Problem to solve:
Would you set down the complete data below, exactly as shown?

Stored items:
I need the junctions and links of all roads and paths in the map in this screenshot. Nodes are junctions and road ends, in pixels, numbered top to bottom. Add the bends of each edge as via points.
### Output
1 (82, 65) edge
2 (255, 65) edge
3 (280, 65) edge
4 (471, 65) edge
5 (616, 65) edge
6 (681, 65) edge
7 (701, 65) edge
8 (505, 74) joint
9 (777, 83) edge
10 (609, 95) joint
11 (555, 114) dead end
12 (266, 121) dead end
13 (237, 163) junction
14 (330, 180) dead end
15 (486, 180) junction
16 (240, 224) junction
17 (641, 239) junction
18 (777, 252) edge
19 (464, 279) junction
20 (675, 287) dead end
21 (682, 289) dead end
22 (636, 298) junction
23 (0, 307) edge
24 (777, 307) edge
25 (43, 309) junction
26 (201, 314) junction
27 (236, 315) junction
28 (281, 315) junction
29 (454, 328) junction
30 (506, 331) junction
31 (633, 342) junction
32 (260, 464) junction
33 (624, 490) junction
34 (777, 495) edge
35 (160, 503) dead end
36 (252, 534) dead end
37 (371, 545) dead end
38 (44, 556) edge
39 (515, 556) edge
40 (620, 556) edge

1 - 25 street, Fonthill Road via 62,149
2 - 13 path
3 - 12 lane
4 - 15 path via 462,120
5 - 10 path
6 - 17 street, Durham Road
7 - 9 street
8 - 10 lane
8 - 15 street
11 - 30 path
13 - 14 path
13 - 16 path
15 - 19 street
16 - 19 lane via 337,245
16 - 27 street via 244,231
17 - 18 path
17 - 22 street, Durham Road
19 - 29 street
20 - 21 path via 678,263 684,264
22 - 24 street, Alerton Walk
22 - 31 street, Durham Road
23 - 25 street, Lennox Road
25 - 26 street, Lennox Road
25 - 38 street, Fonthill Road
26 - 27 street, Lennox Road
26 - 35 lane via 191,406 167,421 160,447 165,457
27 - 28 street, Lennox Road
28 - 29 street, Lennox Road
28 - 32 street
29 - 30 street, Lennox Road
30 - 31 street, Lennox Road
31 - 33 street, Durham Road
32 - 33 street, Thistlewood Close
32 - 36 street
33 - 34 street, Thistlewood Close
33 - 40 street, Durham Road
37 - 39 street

Solution below:
I need the junctions and links of all roads and paths in the map in this screenshot. Nodes are junctions and road ends, in pixels, numbered top to bottom. Add the bends of each edge as via points.
### Output
1 (82, 65) edge
2 (255, 65) edge
3 (280, 65) edge
4 (471, 65) edge
5 (616, 65) edge
6 (681, 65) edge
7 (701, 65) edge
8 (505, 74) joint
9 (777, 83) edge
10 (609, 95) joint
11 (555, 114) dead end
12 (266, 121) dead end
13 (237, 163) junction
14 (330, 180) dead end
15 (486, 180) junction
16 (240, 224) junction
17 (641, 239) junction
18 (777, 252) edge
19 (464, 279) junction
20 (675, 287) dead end
21 (682, 289) dead end
22 (636, 298) junction
23 (0, 307) edge
24 (777, 307) edge
25 (43, 309) junction
26 (201, 314) junction
27 (236, 315) junction
28 (281, 315) junction
29 (454, 328) junction
30 (506, 331) junction
31 (633, 342) junction
32 (260, 464) junction
33 (624, 490) junction
34 (777, 495) edge
35 (160, 503) dead end
36 (252, 534) dead end
37 (371, 545) dead end
38 (44, 556) edge
39 (515, 556) edge
40 (620, 556) edge

1 - 25 street, Fonthill Road via 62,149
2 - 13 path
3 - 12 lane
4 - 15 path via 462,120
5 - 10 path
6 - 17 street, Durham Road
7 - 9 street
8 - 10 lane
8 - 15 street
11 - 30 path
13 - 14 path
13 - 16 path
15 - 19 street
16 - 19 lane via 337,245
16 - 27 street via 244,231
17 - 18 path
17 - 22 street, Durham Road
19 - 29 street
20 - 21 path via 678,263 684,264
22 - 24 street, Alerton Walk
22 - 31 street, Durham Road
23 - 25 street, Lennox Road
25 - 26 street, Lennox Road
25 - 38 street, Fonthill Road
26 - 27 street, Lennox Road
26 - 35 lane via 191,406 167,421 160,447 165,457
27 - 28 street, Lennox Road
28 - 29 street, Lennox Road
28 - 32 street
29 - 30 street, Lennox Road
30 - 31 street, Lennox Road
31 - 33 street, Durham Road
32 - 33 street, Thistlewood Close
32 - 36 street
33 - 34 street, Thistlewood Close
33 - 40 street, Durham Road
37 - 39 street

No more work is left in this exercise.